L’Alchimista antico is a timely survey of Greek alchemical treatises composed between the first and the ninth century CE. It follows on a new wave of research and editorial work inaugurated by the Alchimistes grecs collection in the early 1980s and continued by Matteo Martelli with his own edition of the Four Books attributed to Democritus. Unlike most other introductions to Greek alchemy, Martelli’s book brings textual evidence into clear focus and avoids making conjectures on the purported unity of ancient alchemical theories.
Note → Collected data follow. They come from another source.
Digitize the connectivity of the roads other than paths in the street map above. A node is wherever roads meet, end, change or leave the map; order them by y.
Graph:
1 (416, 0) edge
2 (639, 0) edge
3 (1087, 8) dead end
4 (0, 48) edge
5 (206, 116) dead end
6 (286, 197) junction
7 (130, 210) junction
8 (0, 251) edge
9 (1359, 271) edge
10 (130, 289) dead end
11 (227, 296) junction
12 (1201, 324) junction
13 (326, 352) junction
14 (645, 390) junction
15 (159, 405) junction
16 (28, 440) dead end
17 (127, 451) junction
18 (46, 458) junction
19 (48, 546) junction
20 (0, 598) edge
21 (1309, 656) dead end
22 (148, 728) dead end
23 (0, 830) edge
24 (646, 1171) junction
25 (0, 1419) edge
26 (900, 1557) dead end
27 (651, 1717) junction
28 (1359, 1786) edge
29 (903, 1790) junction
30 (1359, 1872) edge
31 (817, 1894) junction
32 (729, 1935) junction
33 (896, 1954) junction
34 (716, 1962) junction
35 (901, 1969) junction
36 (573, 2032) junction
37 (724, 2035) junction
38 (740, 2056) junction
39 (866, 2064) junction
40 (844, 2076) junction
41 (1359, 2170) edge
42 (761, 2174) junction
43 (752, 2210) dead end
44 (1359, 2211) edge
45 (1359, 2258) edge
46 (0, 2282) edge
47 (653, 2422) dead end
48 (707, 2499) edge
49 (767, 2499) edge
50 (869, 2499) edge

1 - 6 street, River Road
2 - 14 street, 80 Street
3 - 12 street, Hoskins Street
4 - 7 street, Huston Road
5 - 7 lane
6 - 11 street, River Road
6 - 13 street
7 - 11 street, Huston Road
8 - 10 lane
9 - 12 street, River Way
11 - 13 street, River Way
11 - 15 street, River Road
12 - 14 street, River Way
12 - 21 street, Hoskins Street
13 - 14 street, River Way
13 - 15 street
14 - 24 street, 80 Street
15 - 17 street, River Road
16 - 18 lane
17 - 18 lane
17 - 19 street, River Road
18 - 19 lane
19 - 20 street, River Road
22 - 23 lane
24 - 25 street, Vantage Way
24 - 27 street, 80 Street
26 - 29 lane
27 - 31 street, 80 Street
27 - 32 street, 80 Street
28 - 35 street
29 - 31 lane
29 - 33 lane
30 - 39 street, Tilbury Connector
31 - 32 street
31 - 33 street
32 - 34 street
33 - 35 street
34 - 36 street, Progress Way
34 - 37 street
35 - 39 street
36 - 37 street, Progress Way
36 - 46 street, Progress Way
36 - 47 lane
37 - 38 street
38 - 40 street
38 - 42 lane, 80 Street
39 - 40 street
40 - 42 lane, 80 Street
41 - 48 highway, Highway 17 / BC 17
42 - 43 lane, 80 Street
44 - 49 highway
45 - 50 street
The first chapter deals with definitions. Martelli first reassesses two influential historical models. Working on a universal definition of alchemy, Joseph Needham hypothesized a distinction between aurifiction (the production of imitation gold) and aurifaction (the creation of gold). As Martelli points out, Needham’s neat dichotomy cannot explain how certain Greek alchemical recipes were described by expressions like chrusou poiēsis (“gold-making”) while referring to obvious processes of coloration or gilding (11–14). Martelli also points out that, contrary to what André-Jean Festugière’s famous definition of ancient alchemy implied, the theoretical baggage of the alchemical tradition cannot be exclusively attributed to “the Greeks,” as if “the Egyptians” had only contributed to the technical aspects of the art. Alchemical texts, as Martelli shows, sometimes mixed elements that we now associate with the ancient Jewish, Egyptian, Persian, and Greek cultural spheres (17, 45, 55–57, 63–73). Some material might have also come from the Near East. Expanding his earlier studies on the Four Books of pseudo-Democritus (which include the treatise more commonly known as the Physica et mystica), Martelli demonstrates that, despite an old tendency to see alchemy solely as a gold-making art, evidence shows that the alchemical corpus encompasses a large spectrum of techniques (36–41). Martelli also points out that ancient alchemy generally combined interest for practical and theoretical questions (42–43).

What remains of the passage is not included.